I began on one medication and moved to another – Effexor (venlafaxine). I began on one pill and quickly moved up to three a day. I took them as prescribed. I took them religiously.
I got sober March 26, 2016. I had a baby February 2018. I graduated university May 2019. Life continued on, and I continued to dutifully take my meds.
One day in the summer of 2019 I felt sick. Woozy, hot, almost as if I had the flu. Wherever I looked, it was as if my eyes took a second to catch up to the place my vision initially landed. My head buzzed. My body shook.
Without realizing it, I had accidentally missed my three pills that morning. I was experiencing something called discontinuation syndrome and did not know it at the time.
What is discontinuation syndrome?
According to multiple sources online, including the Mayo Clinic, discontinuation syndrome is the same as experiencing withdrawal from medications. Simply, when you stop taking something that you body is used to, it will rebel.
So, on that day I forgot, when I took my pills, I almost immediately felt better.
Not too long after that, I forgot, again, to take my pills and felt the same way.
I realized that missing this medication – even by a few hours – could seriously mess with my mental health.
Then I had to do a second-take. Wait, wasn’t I taking these precisely to help my mental health issues?
Fast forward to today, 2022. I have been sober for over six years now, and have not had a depressive episode or major anxiety attack that I have not been able to crawl out of for over a good year by now. I practice different forms of meditation and self-care to combat any mental health issues that arise.
Then, I forgot to take my pills again one morning. I hated the way I felt – in fact, it seemed that, because I was being so negatively affected by NOT taking the pills, that it may be time to end my relationship with them.
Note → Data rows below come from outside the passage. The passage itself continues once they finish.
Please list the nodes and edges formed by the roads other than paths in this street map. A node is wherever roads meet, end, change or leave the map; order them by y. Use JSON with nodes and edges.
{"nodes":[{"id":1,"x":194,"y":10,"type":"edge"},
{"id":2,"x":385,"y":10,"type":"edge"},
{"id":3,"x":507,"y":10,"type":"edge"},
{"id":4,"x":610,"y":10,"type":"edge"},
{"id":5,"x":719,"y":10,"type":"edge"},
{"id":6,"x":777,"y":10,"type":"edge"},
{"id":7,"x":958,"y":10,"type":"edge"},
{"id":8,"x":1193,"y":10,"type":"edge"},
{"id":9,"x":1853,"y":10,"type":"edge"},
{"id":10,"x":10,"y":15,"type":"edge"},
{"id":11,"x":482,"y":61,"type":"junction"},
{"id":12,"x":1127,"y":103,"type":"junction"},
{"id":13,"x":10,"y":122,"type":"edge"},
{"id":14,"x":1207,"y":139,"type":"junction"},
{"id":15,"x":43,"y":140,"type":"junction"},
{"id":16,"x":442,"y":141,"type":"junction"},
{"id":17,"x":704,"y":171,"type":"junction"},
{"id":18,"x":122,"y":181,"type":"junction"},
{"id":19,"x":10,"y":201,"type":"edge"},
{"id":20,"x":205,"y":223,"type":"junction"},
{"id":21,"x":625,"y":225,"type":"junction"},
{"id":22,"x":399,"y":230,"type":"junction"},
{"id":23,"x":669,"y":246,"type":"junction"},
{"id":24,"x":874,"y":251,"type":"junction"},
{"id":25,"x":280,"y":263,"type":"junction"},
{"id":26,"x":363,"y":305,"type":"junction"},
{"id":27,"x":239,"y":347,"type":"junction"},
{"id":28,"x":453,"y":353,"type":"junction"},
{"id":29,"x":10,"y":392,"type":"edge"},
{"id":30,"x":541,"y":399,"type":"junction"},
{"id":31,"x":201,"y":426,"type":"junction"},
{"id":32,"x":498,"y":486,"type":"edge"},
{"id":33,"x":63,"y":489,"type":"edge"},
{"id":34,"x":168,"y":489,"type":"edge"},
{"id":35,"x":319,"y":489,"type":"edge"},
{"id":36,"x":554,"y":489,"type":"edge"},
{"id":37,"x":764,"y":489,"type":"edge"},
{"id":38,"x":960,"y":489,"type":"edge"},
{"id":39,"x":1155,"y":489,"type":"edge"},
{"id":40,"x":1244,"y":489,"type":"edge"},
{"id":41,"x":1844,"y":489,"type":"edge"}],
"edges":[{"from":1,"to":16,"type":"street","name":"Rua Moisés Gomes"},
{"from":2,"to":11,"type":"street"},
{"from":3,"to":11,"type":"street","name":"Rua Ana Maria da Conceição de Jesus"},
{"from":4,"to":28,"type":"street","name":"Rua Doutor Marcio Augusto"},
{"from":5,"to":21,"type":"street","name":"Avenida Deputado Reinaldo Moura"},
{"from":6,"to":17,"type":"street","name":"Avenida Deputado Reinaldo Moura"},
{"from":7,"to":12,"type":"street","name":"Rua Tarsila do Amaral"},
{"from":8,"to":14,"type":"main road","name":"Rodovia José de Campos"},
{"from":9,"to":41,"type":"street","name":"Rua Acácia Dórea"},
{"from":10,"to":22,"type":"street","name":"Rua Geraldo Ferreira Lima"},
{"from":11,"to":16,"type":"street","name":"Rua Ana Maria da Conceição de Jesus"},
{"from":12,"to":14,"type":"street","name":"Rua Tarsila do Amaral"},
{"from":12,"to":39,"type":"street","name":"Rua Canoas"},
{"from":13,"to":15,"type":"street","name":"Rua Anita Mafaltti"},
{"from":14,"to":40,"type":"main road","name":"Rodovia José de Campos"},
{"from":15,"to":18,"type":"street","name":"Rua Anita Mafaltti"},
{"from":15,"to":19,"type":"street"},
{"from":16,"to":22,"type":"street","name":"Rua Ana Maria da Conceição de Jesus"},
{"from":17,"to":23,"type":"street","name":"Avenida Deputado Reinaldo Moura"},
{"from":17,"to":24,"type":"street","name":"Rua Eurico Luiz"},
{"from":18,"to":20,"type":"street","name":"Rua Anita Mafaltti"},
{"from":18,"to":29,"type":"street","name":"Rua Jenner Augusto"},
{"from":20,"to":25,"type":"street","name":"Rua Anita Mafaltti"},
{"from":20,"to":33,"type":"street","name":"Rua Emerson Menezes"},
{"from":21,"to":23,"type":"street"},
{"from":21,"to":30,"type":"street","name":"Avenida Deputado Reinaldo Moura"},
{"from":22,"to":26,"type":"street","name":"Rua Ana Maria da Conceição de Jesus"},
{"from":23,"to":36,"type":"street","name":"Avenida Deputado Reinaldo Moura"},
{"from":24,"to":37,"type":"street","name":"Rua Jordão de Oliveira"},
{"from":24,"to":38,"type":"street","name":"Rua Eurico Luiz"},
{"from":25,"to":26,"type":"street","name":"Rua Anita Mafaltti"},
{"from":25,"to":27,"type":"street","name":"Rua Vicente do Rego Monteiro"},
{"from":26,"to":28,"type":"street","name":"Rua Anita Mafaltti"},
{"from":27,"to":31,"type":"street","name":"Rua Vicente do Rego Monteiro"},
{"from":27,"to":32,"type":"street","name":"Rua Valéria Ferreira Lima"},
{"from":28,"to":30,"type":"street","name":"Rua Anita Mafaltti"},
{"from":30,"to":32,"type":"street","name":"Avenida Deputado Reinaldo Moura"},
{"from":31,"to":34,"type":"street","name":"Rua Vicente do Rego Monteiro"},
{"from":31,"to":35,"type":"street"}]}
I checked in with my mental health and decided to talk to my doctor first about going off them completely. She decided that I was ready and together we made a plan for me to stop them.
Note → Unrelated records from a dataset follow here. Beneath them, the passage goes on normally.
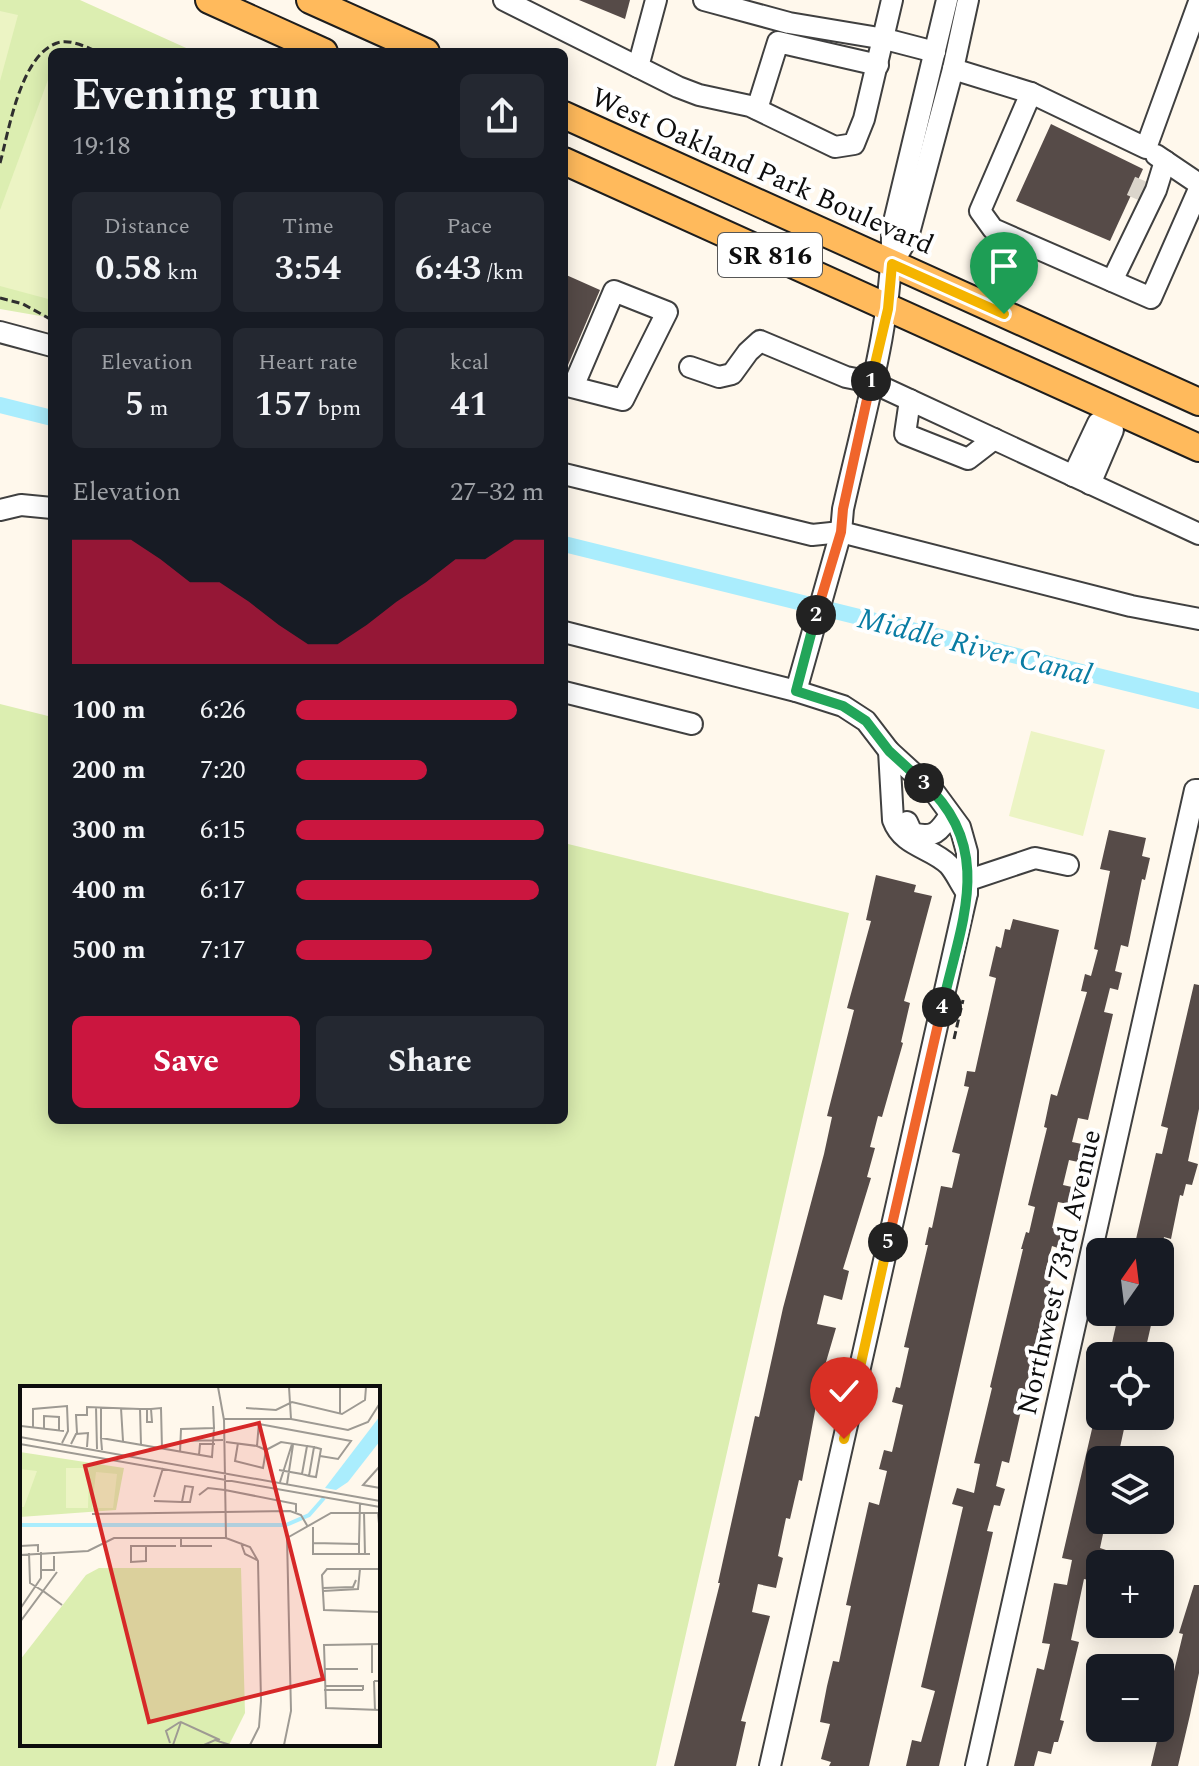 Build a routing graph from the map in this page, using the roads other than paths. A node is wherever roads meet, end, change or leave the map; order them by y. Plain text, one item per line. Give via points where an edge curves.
1 (209, 0) edge
2 (310, 0) edge
3 (504, 0) edge
4 (656, 0) edge
5 (704, 0) edge
6 (892, 0) edge
7 (947, 0) edge
8 (968, 0) edge
9 (1199, 3) edge
10 (529, 6) edge
11 (340, 7) edge
12 (800, 36) junction
13 (885, 39) junction
14 (315, 48) edge
15 (418, 48) edge
16 (935, 52) junction
17 (878, 65) junction
18 (638, 67) junction
19 (953, 69) junction
20 (1031, 93) junction
21 (757, 109) junction
22 (568, 117) edge
23 (1155, 155) junction
24 (568, 163) edge
25 (1145, 179) tunnel mouth
26 (1199, 186) edge
27 (1136, 199) tunnel mouth
28 (892, 264) junction
29 (1116, 272) junction
30 (888, 309) junction
31 (0, 332) edge
32 (48, 345) edge
33 (690, 367) dead end
34 (871, 382) junction
35 (568, 386) edge
36 (910, 400) junction
37 (1199, 402) edge
38 (1112, 416) junction
39 (994, 439) junction
40 (1199, 448) edge
41 (568, 475) edge
42 (1082, 480) junction
43 (48, 508) edge
44 (0, 510) edge
45 (841, 532) junction
46 (1199, 534) edge
47 (1199, 619) edge
48 (568, 633) edge
49 (796, 691) junction
50 (568, 693) edge
51 (692, 724) dead end
52 (889, 751) junction
53 (1197, 790) edge
54 (893, 802) junction
55 (950, 815) junction
56 (1068, 865) dead end
57 (968, 887) junction
58 (770, 1766) edge
59 (976, 1766) edge

1 - 14 main road
2 - 11 main road
3 - 10 street
4 - 18 street
5 - 12 street
6 - 13 street
7 - 16 street
8 - 19 street
9 - 23 street
10 - 18 street
11 - 15 main road
12 - 13 street
12 - 17 street
12 - 21 street via 778,42
13 - 16 street
13 - 17 street
16 - 28 street via 892,230
17 - 21 street via 854,144 835,147
18 - 21 street via 699,95
19 - 20 street
19 - 28 street via 908,237
20 - 23 street
20 - 29 street via 980,211 993,229
22 - 28 main road, West Oakland Park Boulevard / SR 816
23 - 25 street
23 - 26 street
23 - 29 street via 1156,190
24 - 30 main road, SR 816
26 - 29 street via 1151,298
27 - 29 street via 1119,245
28 - 30 street
28 - 37 main road, West Oakland Park Boulevard / SR 816
30 - 34 street
30 - 38 main road, SR 816
31 - 32 street
33 - 34 street via 719,377 732,374 760,341
34 - 36 street
34 - 45 street
35 - 35 street via 623,400 667,312 614,291
36 - 39 street
36 - 39 street via 905,434 968,459
38 - 40 main road, SR 816
38 - 42 street via 1098,423
39 - 42 street
41 - 45 street via 812,535
42 - 46 street
43 - 44 street
45 - 47 street
45 - 49 street
48 - 49 street
49 - 52 street via 843,706 866,721
50 - 51 street
52 - 54 street
52 - 55 street via 935,793
53 - 59 street, Northwest 73rd Avenue
54 - 55 street via 902,807 912,833 925,836 940,831
54 - 57 street via 893,820 904,838 948,865
55 - 57 street via 960,827 967,852
56 - 57 street via 1035,858
57 - 58 street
I told her about how I felt when I accidentally missed my dosage. I told her how I felt anyway, in general – I was actually happy, healthy, and had good mental health meditations and checkups in my toolkit to be able to calmly guide myself through my day.
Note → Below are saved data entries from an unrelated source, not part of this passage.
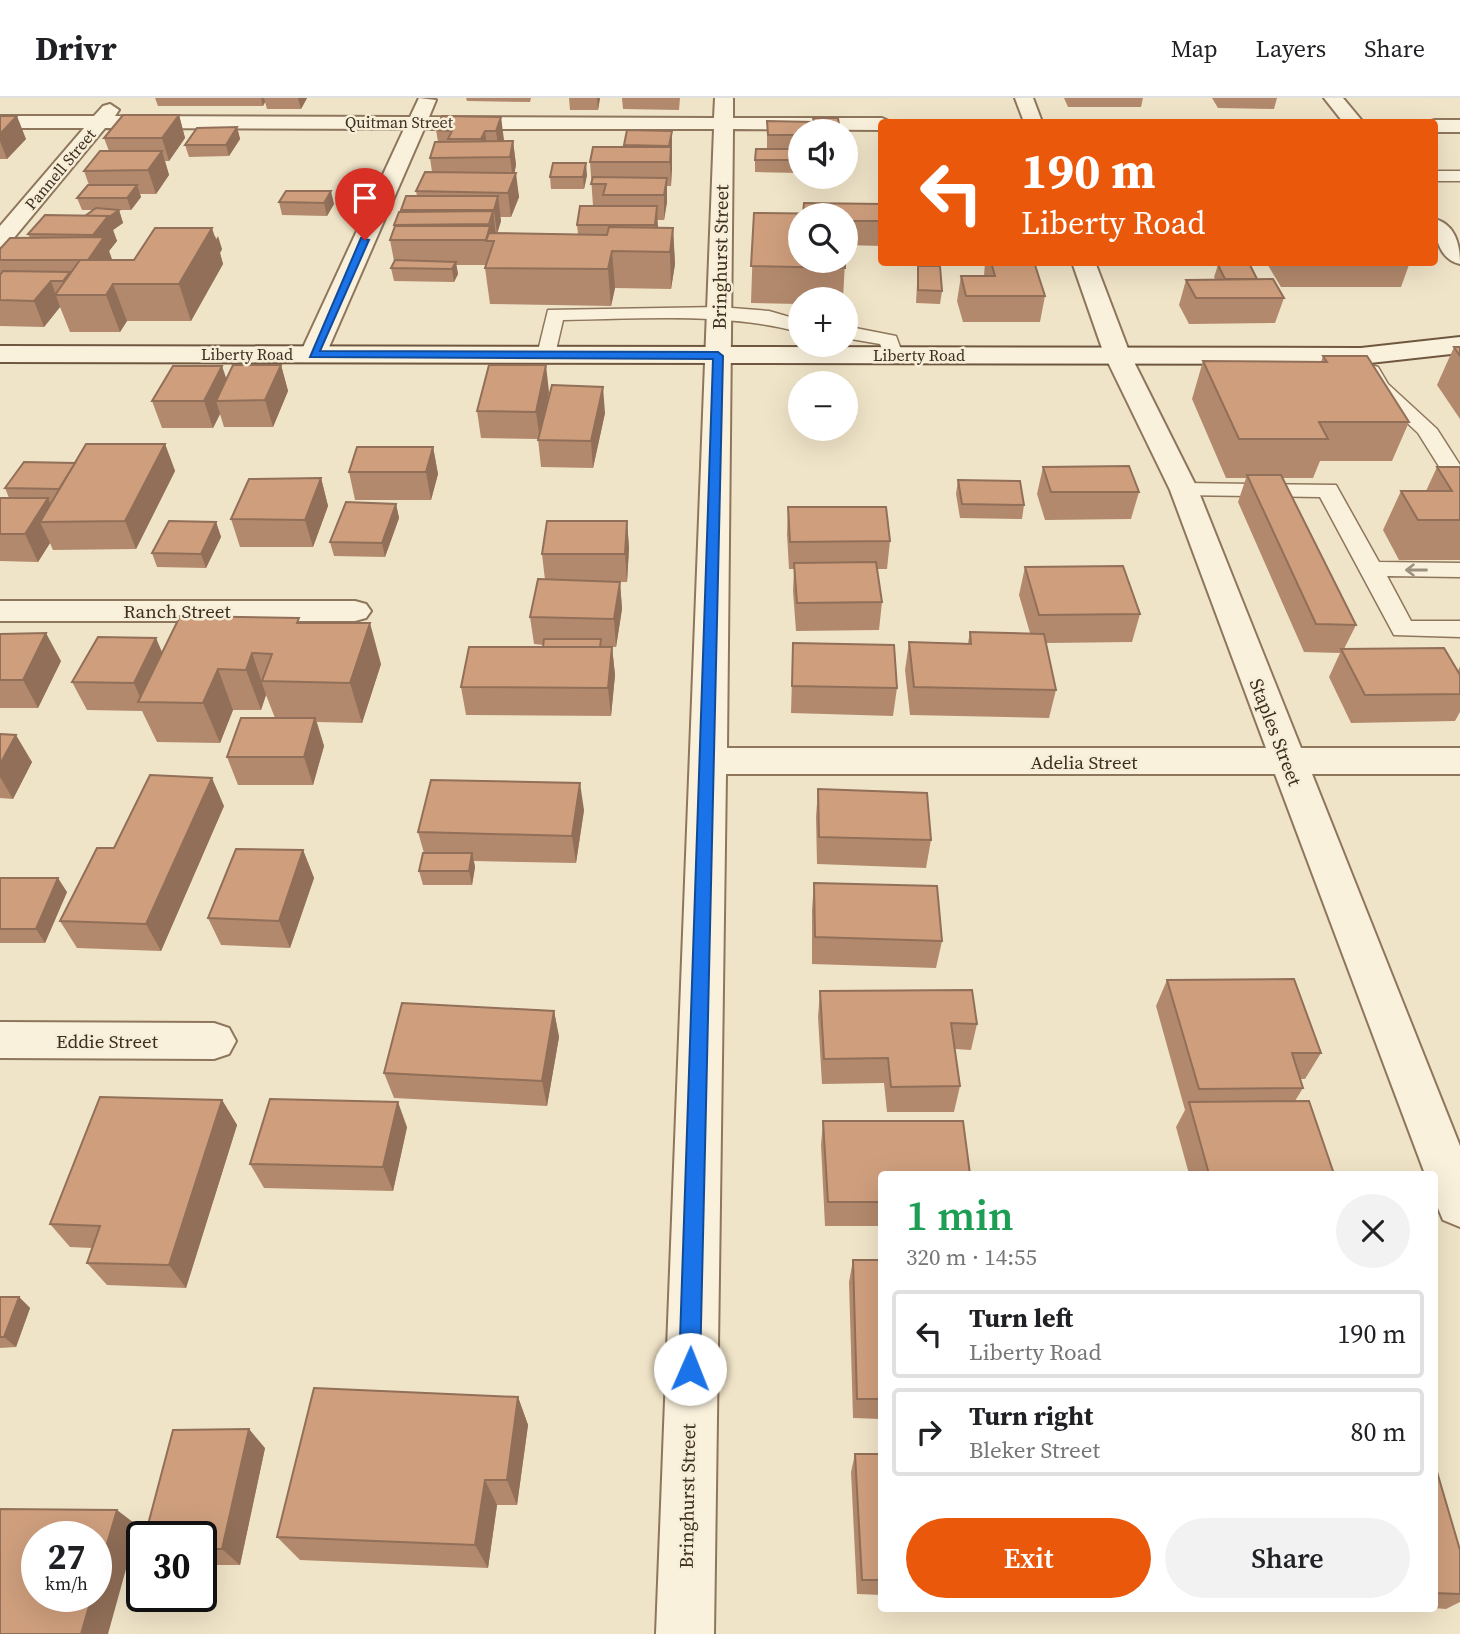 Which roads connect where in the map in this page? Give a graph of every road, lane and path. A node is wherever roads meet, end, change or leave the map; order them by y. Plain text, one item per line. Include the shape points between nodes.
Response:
1 (121, 98) edge
2 (428, 98) edge
3 (724, 98) edge
4 (1024, 98) edge
5 (1333, 98) edge
6 (1032, 119) edge
7 (1350, 119) edge
8 (0, 122) edge
9 (417, 122) junction
10 (99, 123) junction
11 (724, 123) junction
12 (878, 124) edge
13 (1438, 126) edge
14 (1460, 126) edge
15 (1438, 176) edge
16 (1460, 176) edge
17 (1438, 230) edge
18 (0, 240) edge
19 (1460, 257) edge
20 (1084, 266) edge
21 (719, 313) junction
22 (788, 323) edge
23 (858, 334) edge
24 (1460, 345) edge
25 (0, 354) edge
26 (313, 354) junction
27 (1116, 354) junction
28 (547, 355) junction
29 (893, 355) junction
30 (718, 356) junction
31 (1361, 356) junction
32 (1460, 482) edge
33 (1184, 490) junction
34 (1371, 569) junction
35 (1460, 570) edge
36 (0, 611) edge
37 (355, 611) dead end
38 (1460, 629) edge
39 (708, 761) junction
40 (1460, 761) edge
41 (1287, 762) junction
42 (0, 1040) edge
43 (214, 1041) dead end
44 (1460, 1205) edge
45 (685, 1634) edge

1 - 10 street, Pannell Street
2 - 9 street
3 - 11 street, Bringhurst Street
4 - 6 street
5 - 7 street
8 - 10 street, Quitman Street
9 - 10 street, Quitman Street
9 - 11 street, Quitman Street
9 - 26 street
10 - 18 street, Pannell Street
11 - 12 street, Quitman Street
11 - 21 street, Bringhurst Street
13 - 14 street
15 - 16 lane
17 - 19 street
20 - 27 street, Staples Street
21 - 22 lane
21 - 28 lane via 555,314
21 - 30 street, Bringhurst Street
23 - 29 lane via 889,340
24 - 31 street, Liberty Road
25 - 26 street, Liberty Road
26 - 28 street, Liberty Road
27 - 29 street, Liberty Road
27 - 31 street, Liberty Road
27 - 33 street, Staples Street
28 - 30 street, Liberty Road
29 - 30 street, Liberty Road
30 - 39 street, Bringhurst Street
31 - 32 lane via 1380,387 1426,429
33 - 34 lane via 1328,489
33 - 41 street, Staples Street
35 -> 34 lane
34 - 38 lane via 1404,629
36 - 37 street, Ranch Street
39 - 41 street, Adelia Street
39 - 45 street, Bringhurst Street
40 - 41 street, Adelia Street
41 - 44 street, Staples Street
42 - 43 street, Eddie Street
I told her that honestly, yes, I do believe taking antidepressants helped my mental health and helped me in the times that I needed it. I also told her that I felt it was ready to stop.
As the Wheel of Fortune turns, so do changes in life. So, I find it weird that something that is supposed to make you feel so good can also make you feel so bad.
So, on the first day, a few weeks ago, of me intentionally taking one less pill in order to wean myself off antidepressants (guided by my doctor’s advice), I was hit hard by the effects of withdrawal.
It started with me feeling very, very sore. My whole body hurt. The symptoms descended on me while I was grocery shopping; people walking by me would think I was a 90-year old, that was how slow I walked.
By the time I got home, I was in full-on withdrawal. My whole body buzzed and shook. It felt like my skin was crawling. It felt as if bugs landed underneath my skin. (Fun fact: this sensation is called formication.) I laid on the couch for three hours and shook violently until it passed. The rest of the day I was exhausted and useless.
But after that initial setback, the symptoms came lighter and easier to manage. But it did not happen overnight; that is why I have been silent for a few weeks now.
Have to give myself grace. Have to be patient and understanding with myself. I even had an anxiety attack – from not taking the pills – and was able to meditate my way out of it.
The Wheel of Fortune never stops turning. We have our ups and downs, whether self-imposed or not. It is a fact of life. Even though I was in a low point during the initial withdrawal from medication, the Wheel still turns to the good point in life. That is what it does.